Prof. Dr. Mounir Tlili pada Seminar Membangun Moderasi dalam Beragama
Islam hakikatnya terbangun di atas asas moderasi (moderat). Namun seringkali ada beberapa kelompok yang membawa Islam yang moderat tersebut dalam wilayah ekstrimisme (tatharruf). Akhirnya Islam menjadi dibenci oleh kelompok tertentu. Dalam kasus tersebut tentu saja yang salah bukan Islamnya tetapi “oknum” yang membawa Islam dengan model/pola yang kurang tepat.
Hal itulah yang mengemuka dalam an-Nadwah al-‘Ilmiyyah al-‘Aalamiyyah (International Seminar) Fakultas Ilmu Agama Islam (FIAI) Universitas Islam Indonesia (UII). Bertempat di Ruang Sidang FIAI, Kamis, 05 Muharram 1438 H/06 Oktober 2016. Hadir sebagai pembicara Guru Besar Zaytunah University dan Mantan Menteri Agama (2014-2015) Tunisia, Prof. Dr. Mounir Tlili. Seminar dibuka secara resmi oleh Dekan FIAI Dr. Tamyiz Mukharrom, MA.
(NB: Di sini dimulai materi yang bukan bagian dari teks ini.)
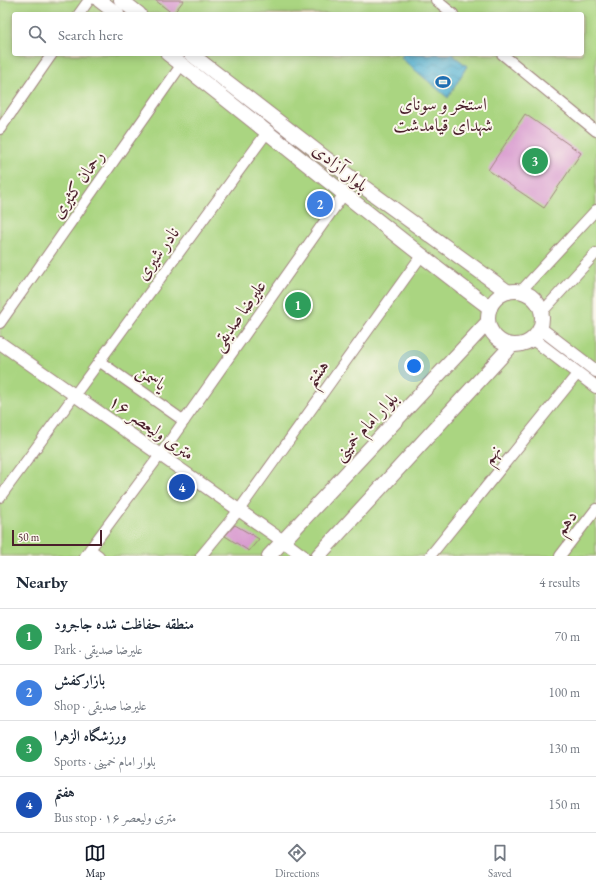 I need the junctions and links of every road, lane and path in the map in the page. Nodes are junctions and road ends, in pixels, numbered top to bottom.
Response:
1 (89, 0) edge
2 (99, 0) edge
3 (121, 0) edge
4 (436, 0) edge
5 (80, 12) edge
6 (114, 12) edge
7 (136, 12) edge
8 (451, 12) edge
9 (51, 56) edge
10 (175, 56) edge
11 (504, 56) edge
12 (186, 59) edge
13 (0, 129) edge
14 (268, 131) junction
15 (596, 131) edge
16 (344, 194) junction
17 (596, 210) edge
18 (596, 254) edge
19 (421, 256) junction
20 (514, 292) junction
21 (490, 308) junction
22 (542, 312) junction
23 (488, 322) junction
24 (0, 323) edge
25 (537, 333) junction
26 (0, 343) edge
27 (512, 346) junction
28 (99, 361) junction
29 (596, 371) edge
30 (578, 373) junction
31 (596, 387) edge
32 (74, 395) junction
33 (184, 421) junction
34 (160, 455) junction
35 (0, 497) edge
36 (596, 509) edge
37 (239, 510) junction
38 (283, 540) junction
39 (88, 553) edge
40 (99, 556) edge
41 (201, 556) edge
42 (269, 556) edge
43 (303, 556) edge
44 (318, 556) edge
45 (430, 556) edge
46 (560, 556) edge

1 - 5 street
2 - 6 main road
3 - 7 main road
4 - 8 street
9 - 13 street
10 - 12 main road, بلوار آزادی
11 - 15 street
12 - 14 main road, بلوار آزادی
12 - 20 main road, بلوار آزادی
12 - 24 street, رحمان کثیری
14 - 16 main road, بلوار آزادی
14 - 28 street, نادر شیری
16 - 19 main road, بلوار آزادی
16 - 33 street, علیرضا صدیقی
17 - 20 street
18 - 22 street
19 - 21 main road, بلوار آزادی
19 - 37 street, هشتم
20 - 21 main road
20 - 22 main road
21 - 23 main road
22 - 25 main road
23 - 27 main road
23 - 38 main road, بلوار امام خمینی
25 - 27 main road
25 - 29 street
25 - 30 street
26 - 32 street, ۱۶ متری ولیعصر
27 - 44 main road
28 - 32 street, نادر شیری
28 - 33 street, یاسمن
30 - 31 street
30 - 45 street, نهم
32 - 34 street, ۱۶ متری ولیعصر
32 - 35 street, نادر شیری
33 - 34 street, علیرضا صدیقی
34 - 37 street, ۱۶ متری ولیعصر
34 - 39 street, علیرضا صدیقی
36 - 46 street, دهم
37 - 38 street, ۱۶ متری ولیعصر
37 - 41 street, هشتم
38 - 42 main road, بلوار امام خمینی
38 - 43 street, ۱۶ متری ولیعصر
39 - 40 street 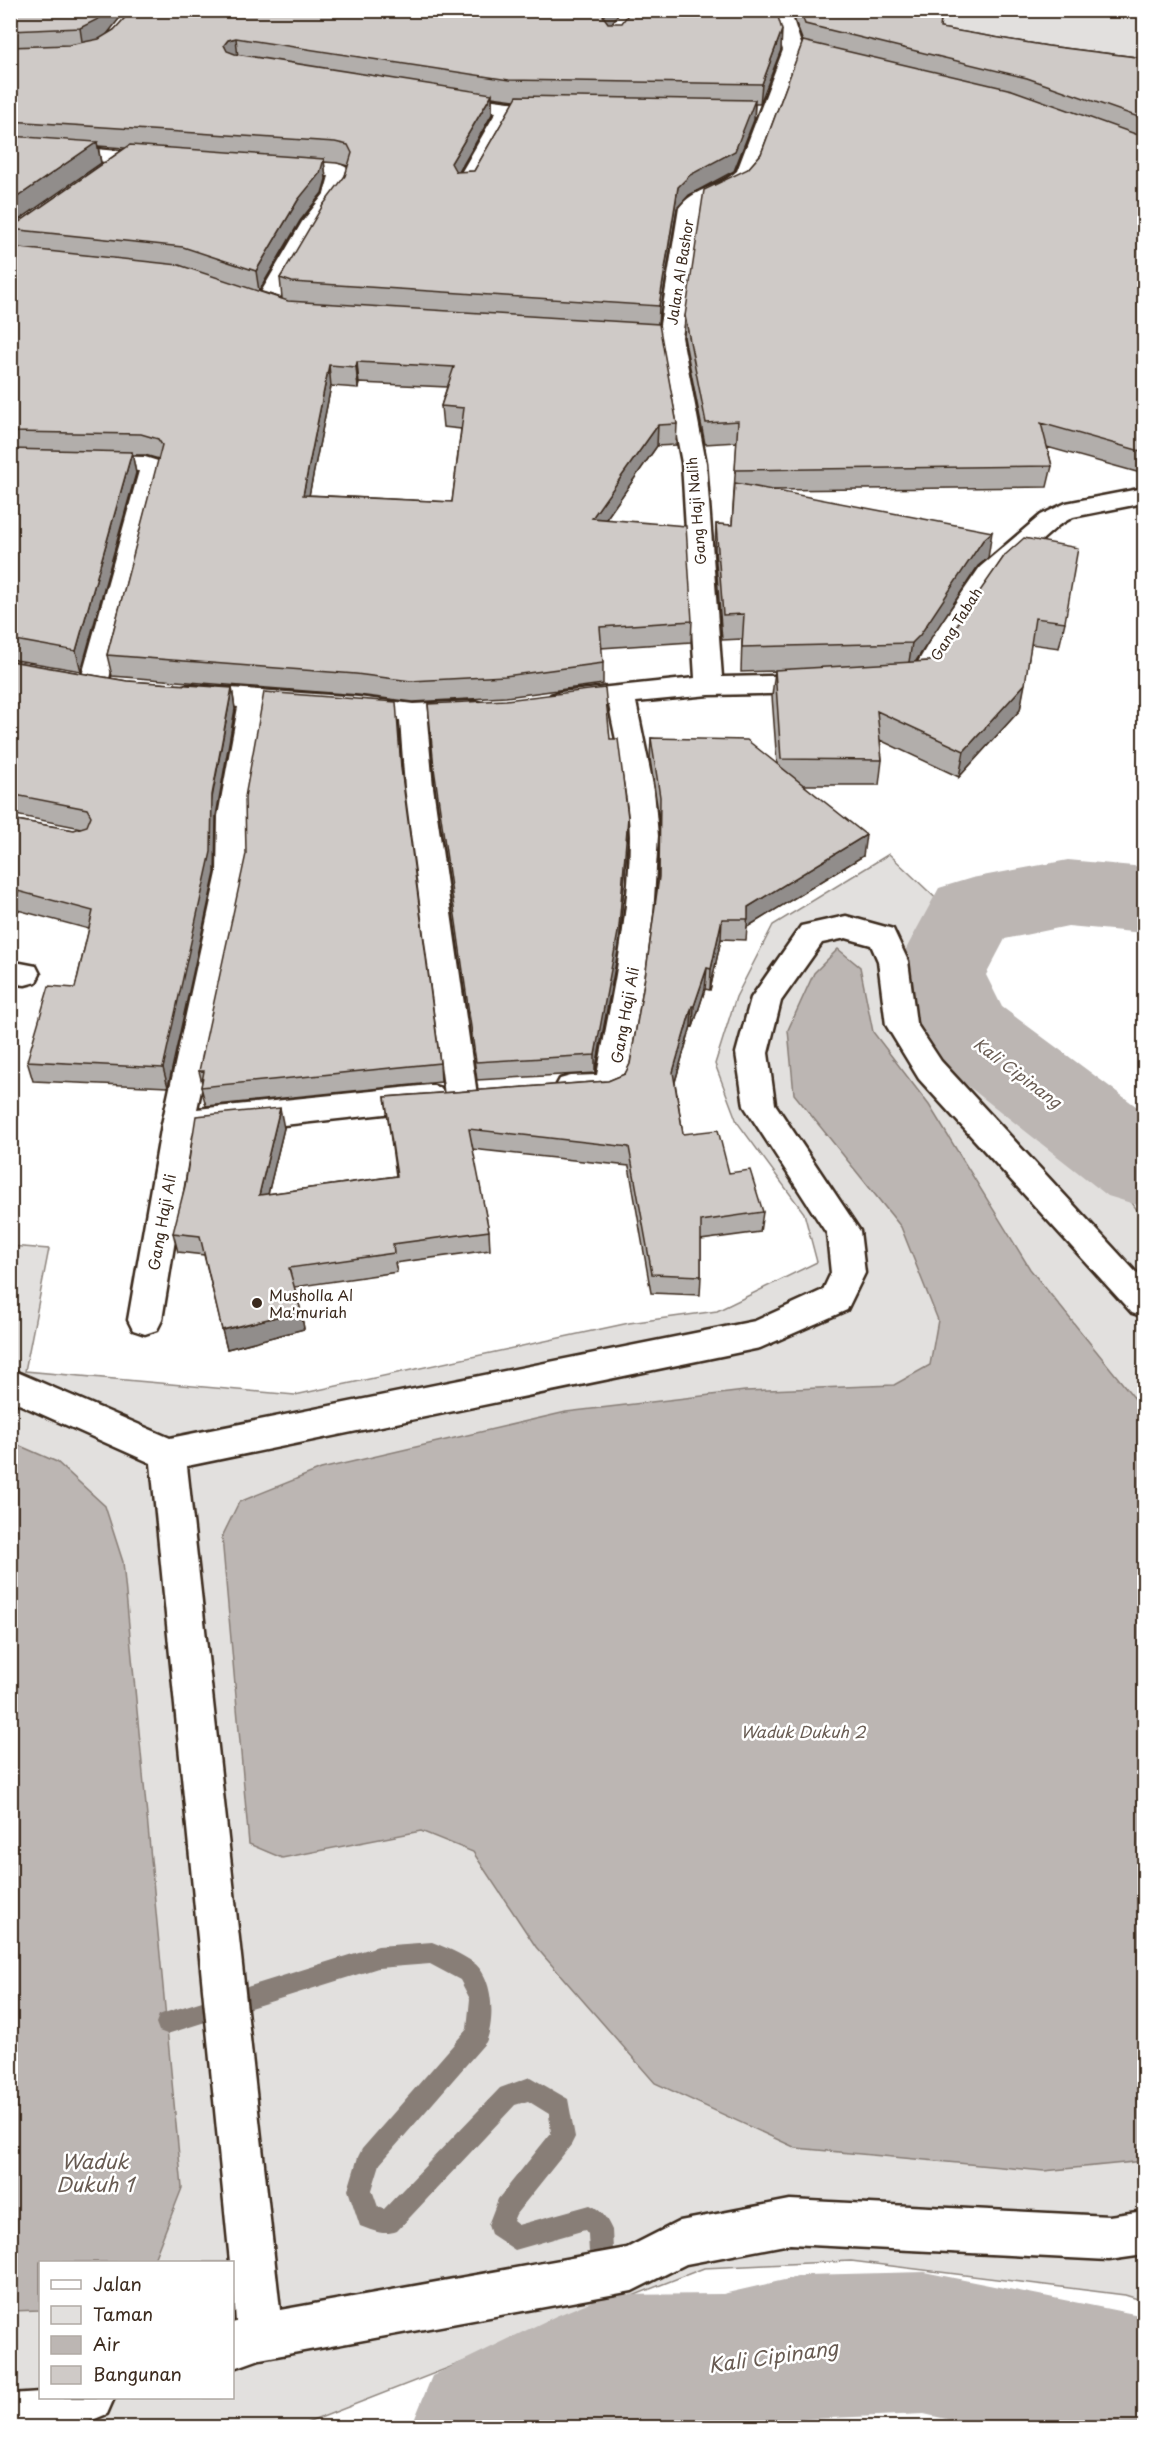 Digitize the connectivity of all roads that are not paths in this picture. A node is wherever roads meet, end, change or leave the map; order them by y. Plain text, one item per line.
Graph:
1 (780, 10) edge
2 (793, 51) junction
3 (816, 56) edge
4 (430, 97) edge
5 (509, 108) junction
6 (570, 110) edge
7 (10, 148) edge
8 (126, 158) junction
9 (171, 160) edge
10 (262, 166) edge
11 (97, 178) edge
12 (465, 184) edge
13 (265, 304) edge
14 (658, 336) joint
15 (10, 460) edge
16 (1144, 496) edge
17 (872, 683) edge
18 (838, 684) edge
19 (709, 687) junction
20 (123, 690) edge
21 (165, 693) edge
22 (620, 693) junction
23 (253, 698) junction
24 (540, 704) edge
25 (494, 709) edge
26 (413, 713) junction
27 (541, 1089) edge
28 (178, 1124) junction
29 (1144, 1303) edge
30 (145, 1320) dead end
31 (10, 1384) edge
32 (168, 1454) junction
33 (1144, 2233) edge
34 (246, 2341) edge
35 (87, 2399) edge
36 (10, 2417) edge

1 - 2 street
2 - 3 street
2 - 14 street, Jalan Al Bashor
4 - 5 street
5 - 6 street
5 - 12 street
7 - 8 street
8 - 9 street
8 - 11 street
10 - 13 street
14 - 19 street, Gang Haji Nalih
15 - 20 street
16 - 17 street, Gang Tabah
18 - 19 street
19 - 22 street
21 - 23 street
22 - 24 street
22 - 27 street, Gang Haji Ali
23 - 26 street
23 - 28 street, Gang Haji Ali
25 - 26 street
26 - 28 street
28 - 30 street, Gang Haji Ali
29 - 32 street
31 - 32 street
32 - 34 street
33 - 34 street
35 - 36 street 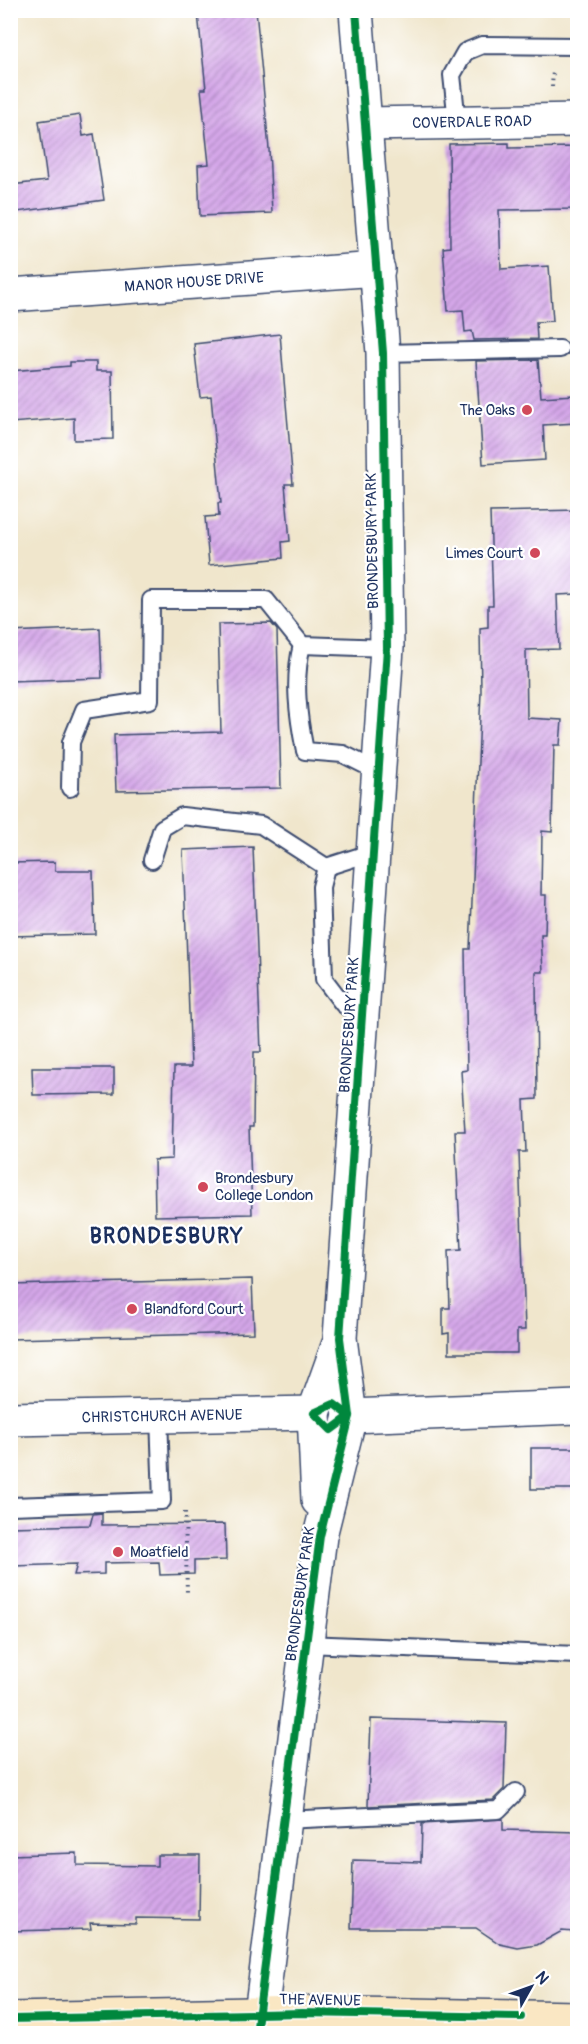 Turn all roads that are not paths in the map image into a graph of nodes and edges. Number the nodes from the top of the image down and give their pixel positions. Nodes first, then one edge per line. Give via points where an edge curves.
1 (356, 10) edge
2 (578, 46) edge
3 (578, 120) edge
4 (457, 122) junction
5 (367, 124) junction
6 (378, 269) junction
7 (10, 295) edge
8 (560, 349) dead end
9 (383, 353) junction
10 (302, 645) junction
11 (387, 648) junction
12 (379, 772) junction
13 (70, 788) dead end
14 (373, 852) junction
15 (152, 860) dead end
16 (326, 867) junction
17 (364, 1018) junction
18 (340, 1338) junction
19 (578, 1407) edge
20 (314, 1413) junction
21 (159, 1416) junction
22 (350, 1416) junction
23 (10, 1419) edge
24 (10, 1506) edge
25 (320, 1536) junction
26 (306, 1644) junction
27 (578, 1655) edge
28 (516, 1792) dead end
29 (283, 1820) junction
30 (578, 2018) edge
31 (10, 2019) edge
32 (258, 2024) edge

1 - 5 street, BRONDESBURY PARK
2 - 4 lane via 482,45 465,52 452,75
3 - 4 street, COVERDALE ROAD
4 - 5 street, COVERDALE ROAD
5 - 6 street, BRONDESBURY PARK
6 - 7 street, MANOR HOUSE DRIVE
6 - 9 street, BRONDESBURY PARK
8 - 9 lane
9 - 11 street, BRONDESBURY PARK
10 - 11 lane
10 - 12 lane via 298,660 298,715 305,751 343,754
10 - 13 lane via 266,600 151,600 150,700 84,710 71,742
11 - 12 street, BRONDESBURY PARK
12 - 14 street, BRONDESBURY PARK
14 - 16 lane
14 - 17 street, BRONDESBURY PARK
15 - 16 lane via 162,828 182,816 261,825
16 - 17 lane via 321,886 324,979 343,1005
17 - 18 street, BRONDESBURY PARK
18 - 20 street, BRONDESBURY PARK
18 - 22 street, BRONDESBURY PARK
19 - 22 street
20 - 21 street, CHRISTCHURCH AVENUE
20 - 25 street, BRONDESBURY PARK
21 - 23 street, CHRISTCHURCH AVENUE
21 - 24 lane via 162,1502
22 - 25 street, BRONDESBURY PARK
25 - 26 street, BRONDESBURY PARK
26 - 27 lane
26 - 29 street, BRONDESBURY PARK
28 - 29 lane via 498,1810
29 - 32 street, BRONDESBURY PARK
30 - 32 street, THE AVENUE
31 - 32 street, THE AVENUE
Dalam seminar bertajuk Binaa-u al-I’tidaal fi ad-Diin (Membangun Moderasi dalam Beragama) tersebut, Mounir mengawali materinya dengan sejarah masuknya Islam di Indonesia. Islam diterima dengan baik di Indonesia dan akhirnya menjadi agama mayoritas penduduknya. Bagi Mounir, agama Islam adalah agama yang sesuai dengan fitrah manusia.
Salah satu karakteristik muslim yang baik, menurut pemaparannya, adalah tidak menyukai kebaikan untuk diri sendiri. Tetapi bagaimana agar kebaikan itu dirasakan oleh orang lain. “Tidak beriman salah seorang diantara kalian sampai mencintai saudaranya sebagaimana mencintai dirinya sendiri,” tuturnya menyitir hadits dalam seminar yang dimoderatori oleh Samsul Zakaria, S.Sy.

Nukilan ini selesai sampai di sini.